Exercise brief ->
Character for character, reproduce every entry below.

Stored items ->
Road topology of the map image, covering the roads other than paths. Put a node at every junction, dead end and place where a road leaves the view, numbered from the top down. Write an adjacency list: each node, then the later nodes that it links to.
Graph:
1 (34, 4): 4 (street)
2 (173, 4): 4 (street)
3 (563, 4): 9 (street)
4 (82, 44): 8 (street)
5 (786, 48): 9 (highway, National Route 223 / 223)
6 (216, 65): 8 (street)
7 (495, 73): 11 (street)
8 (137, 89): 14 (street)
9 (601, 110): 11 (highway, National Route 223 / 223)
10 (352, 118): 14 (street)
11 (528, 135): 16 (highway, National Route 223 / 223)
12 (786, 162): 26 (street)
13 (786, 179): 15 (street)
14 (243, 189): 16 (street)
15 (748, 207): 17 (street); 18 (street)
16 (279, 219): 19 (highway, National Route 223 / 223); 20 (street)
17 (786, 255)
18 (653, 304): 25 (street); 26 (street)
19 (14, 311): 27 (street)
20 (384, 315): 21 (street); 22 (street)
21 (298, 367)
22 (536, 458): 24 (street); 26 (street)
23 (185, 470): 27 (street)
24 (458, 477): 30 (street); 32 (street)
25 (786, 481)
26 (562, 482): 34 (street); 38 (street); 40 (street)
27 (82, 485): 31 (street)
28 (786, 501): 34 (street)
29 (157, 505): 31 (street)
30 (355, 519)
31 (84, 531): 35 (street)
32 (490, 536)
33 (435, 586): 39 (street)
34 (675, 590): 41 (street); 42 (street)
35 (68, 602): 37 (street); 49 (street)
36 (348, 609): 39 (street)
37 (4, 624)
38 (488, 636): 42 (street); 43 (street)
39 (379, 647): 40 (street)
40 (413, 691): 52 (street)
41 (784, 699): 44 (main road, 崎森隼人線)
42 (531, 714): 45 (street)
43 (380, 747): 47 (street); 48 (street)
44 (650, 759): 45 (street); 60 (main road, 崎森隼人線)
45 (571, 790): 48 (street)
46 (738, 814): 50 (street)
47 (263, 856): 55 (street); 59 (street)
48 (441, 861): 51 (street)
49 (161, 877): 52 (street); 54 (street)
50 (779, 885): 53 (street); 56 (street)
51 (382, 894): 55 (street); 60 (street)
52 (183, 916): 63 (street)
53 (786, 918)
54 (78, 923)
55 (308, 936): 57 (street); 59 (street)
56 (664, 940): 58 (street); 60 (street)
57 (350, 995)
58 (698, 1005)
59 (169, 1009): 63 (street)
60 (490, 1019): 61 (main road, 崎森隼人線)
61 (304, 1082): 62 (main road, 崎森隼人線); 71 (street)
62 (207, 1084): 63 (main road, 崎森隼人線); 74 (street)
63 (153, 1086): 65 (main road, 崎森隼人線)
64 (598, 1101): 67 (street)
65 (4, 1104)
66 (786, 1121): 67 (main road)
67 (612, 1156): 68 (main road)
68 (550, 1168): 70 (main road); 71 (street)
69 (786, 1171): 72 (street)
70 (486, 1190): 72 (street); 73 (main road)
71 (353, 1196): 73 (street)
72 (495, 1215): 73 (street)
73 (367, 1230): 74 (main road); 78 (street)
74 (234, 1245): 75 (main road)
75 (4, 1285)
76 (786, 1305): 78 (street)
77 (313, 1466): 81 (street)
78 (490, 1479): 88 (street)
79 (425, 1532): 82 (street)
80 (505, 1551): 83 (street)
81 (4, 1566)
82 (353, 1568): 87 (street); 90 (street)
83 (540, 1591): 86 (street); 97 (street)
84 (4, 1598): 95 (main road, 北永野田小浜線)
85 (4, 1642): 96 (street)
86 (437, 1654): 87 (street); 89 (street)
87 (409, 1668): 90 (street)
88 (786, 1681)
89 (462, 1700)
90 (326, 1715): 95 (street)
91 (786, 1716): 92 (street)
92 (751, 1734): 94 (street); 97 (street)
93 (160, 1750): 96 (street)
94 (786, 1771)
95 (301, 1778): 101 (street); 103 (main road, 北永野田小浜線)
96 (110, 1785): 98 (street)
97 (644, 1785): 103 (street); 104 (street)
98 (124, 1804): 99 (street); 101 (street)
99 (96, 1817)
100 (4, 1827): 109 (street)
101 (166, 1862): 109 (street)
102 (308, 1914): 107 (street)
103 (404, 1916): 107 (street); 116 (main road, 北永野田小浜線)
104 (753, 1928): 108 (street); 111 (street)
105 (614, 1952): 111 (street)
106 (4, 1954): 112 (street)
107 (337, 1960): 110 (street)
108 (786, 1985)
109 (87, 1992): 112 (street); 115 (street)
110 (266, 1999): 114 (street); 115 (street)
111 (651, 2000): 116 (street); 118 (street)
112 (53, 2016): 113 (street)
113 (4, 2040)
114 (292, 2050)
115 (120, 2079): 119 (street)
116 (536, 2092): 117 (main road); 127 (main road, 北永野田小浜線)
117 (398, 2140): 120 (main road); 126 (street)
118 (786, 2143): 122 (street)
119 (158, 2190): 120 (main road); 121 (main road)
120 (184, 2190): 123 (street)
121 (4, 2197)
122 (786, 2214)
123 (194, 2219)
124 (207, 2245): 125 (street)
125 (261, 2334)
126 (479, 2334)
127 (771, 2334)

Response to this exercise ->
Road topology of the map image, covering the roads other than paths. Put a node at every junction, dead end and place where a road leaves the view, numbered from the top down. Write an adjacency list: each node, then the later nodes that it links to.
Graph:
1 (34, 4): 4 (street)
2 (173, 4): 4 (street)
3 (563, 4): 9 (street)
4 (82, 44): 8 (street)
5 (786, 48): 9 (highway, National Route 223 / 223)
6 (216, 65): 8 (street)
7 (495, 73): 11 (street)
8 (137, 89): 14 (street)
9 (601, 110): 11 (highway, National Route 223 / 223)
10 (352, 118): 14 (street)
11 (528, 135): 16 (highway, National Route 223 / 223)
12 (786, 162): 26 (street)
13 (786, 179): 15 (street)
14 (243, 189): 16 (street)
15 (748, 207): 17 (street); 18 (street)
16 (279, 219): 19 (highway, National Route 223 / 223); 20 (street)
17 (786, 255)
18 (653, 304): 25 (street); 26 (street)
19 (14, 311): 27 (street)
20 (384, 315): 21 (street); 22 (street)
21 (298, 367)
22 (536, 458): 24 (street); 26 (street)
23 (185, 470): 27 (street)
24 (458, 477): 30 (street); 32 (street)
25 (786, 481)
26 (562, 482): 34 (street); 38 (street); 40 (street)
27 (82, 485): 31 (street)
28 (786, 501): 34 (street)
29 (157, 505): 31 (street)
30 (355, 519)
31 (84, 531): 35 (street)
32 (490, 536)
33 (435, 586): 39 (street)
34 (675, 590): 41 (street); 42 (street)
35 (68, 602): 37 (street); 49 (street)
36 (348, 609): 39 (street)
37 (4, 624)
38 (488, 636): 42 (street); 43 (street)
39 (379, 647): 40 (street)
40 (413, 691): 52 (street)
41 (784, 699): 44 (main road, 崎森隼人線)
42 (531, 714): 45 (street)
43 (380, 747): 47 (street); 48 (street)
44 (650, 759): 45 (street); 60 (main road, 崎森隼人線)
45 (571, 790): 48 (street)
46 (738, 814): 50 (street)
47 (263, 856): 55 (street); 59 (street)
48 (441, 861): 51 (street)
49 (161, 877): 52 (street); 54 (street)
50 (779, 885): 53 (street); 56 (street)
51 (382, 894): 55 (street); 60 (street)
52 (183, 916): 63 (street)
53 (786, 918)
54 (78, 923)
55 (308, 936): 57 (street); 59 (street)
56 (664, 940): 58 (street); 60 (street)
57 (350, 995)
58 (698, 1005)
59 (169, 1009): 63 (street)
60 (490, 1019): 61 (main road, 崎森隼人線)
61 (304, 1082): 62 (main road, 崎森隼人線); 71 (street)
62 (207, 1084): 63 (main road, 崎森隼人線); 74 (street)
63 (153, 1086): 65 (main road, 崎森隼人線)
64 (598, 1101): 67 (street)
65 (4, 1104)
66 (786, 1121): 67 (main road)
67 (612, 1156): 68 (main road)
68 (550, 1168): 70 (main road); 71 (street)
69 (786, 1171): 72 (street)
70 (486, 1190): 72 (street); 73 (main road)
71 (353, 1196): 73 (street)
72 (495, 1215): 73 (street)
73 (367, 1230): 74 (main road); 78 (street)
74 (234, 1245): 75 (main road)
75 (4, 1285)
76 (786, 1305): 78 (street)
77 (313, 1466): 81 (street)
78 (490, 1479): 88 (street)
79 (425, 1532): 82 (street)
80 (505, 1551): 83 (street)
81 (4, 1566)
82 (353, 1568): 87 (street); 90 (street)
83 (540, 1591): 86 (street); 97 (street)
84 (4, 1598): 95 (main road, 北永野田小浜線)
85 (4, 1642): 96 (street)
86 (437, 1654): 87 (street); 89 (street)
87 (409, 1668): 90 (street)
88 (786, 1681)
89 (462, 1700)
90 (326, 1715): 95 (street)
91 (786, 1716): 92 (street)
92 (751, 1734): 94 (street); 97 (street)
93 (160, 1750): 96 (street)
94 (786, 1771)
95 (301, 1778): 101 (street); 103 (main road, 北永野田小浜線)
96 (110, 1785): 98 (street)
97 (644, 1785): 103 (street); 104 (street)
98 (124, 1804): 99 (street); 101 (street)
99 (96, 1817)
100 (4, 1827): 109 (street)
101 (166, 1862): 109 (street)
102 (308, 1914): 107 (street)
103 (404, 1916): 107 (street); 116 (main road, 北永野田小浜線)
104 (753, 1928): 108 (street); 111 (street)
105 (614, 1952): 111 (street)
106 (4, 1954): 112 (street)
107 (337, 1960): 110 (street)
108 (786, 1985)
109 (87, 1992): 112 (street); 115 (street)
110 (266, 1999): 114 (street); 115 (street)
111 (651, 2000): 116 (street); 118 (street)
112 (53, 2016): 113 (street)
113 (4, 2040)
114 (292, 2050)
115 (120, 2079): 119 (street)
116 (536, 2092): 117 (main road); 127 (main road, 北永野田小浜線)
117 (398, 2140): 120 (main road); 126 (street)
118 (786, 2143): 122 (street)
119 (158, 2190): 120 (main road); 121 (main road)
120 (184, 2190): 123 (street)
121 (4, 2197)
122 (786, 2214)
123 (194, 2219)
124 (207, 2245): 125 (street)
125 (261, 2334)
126 (479, 2334)
127 (771, 2334)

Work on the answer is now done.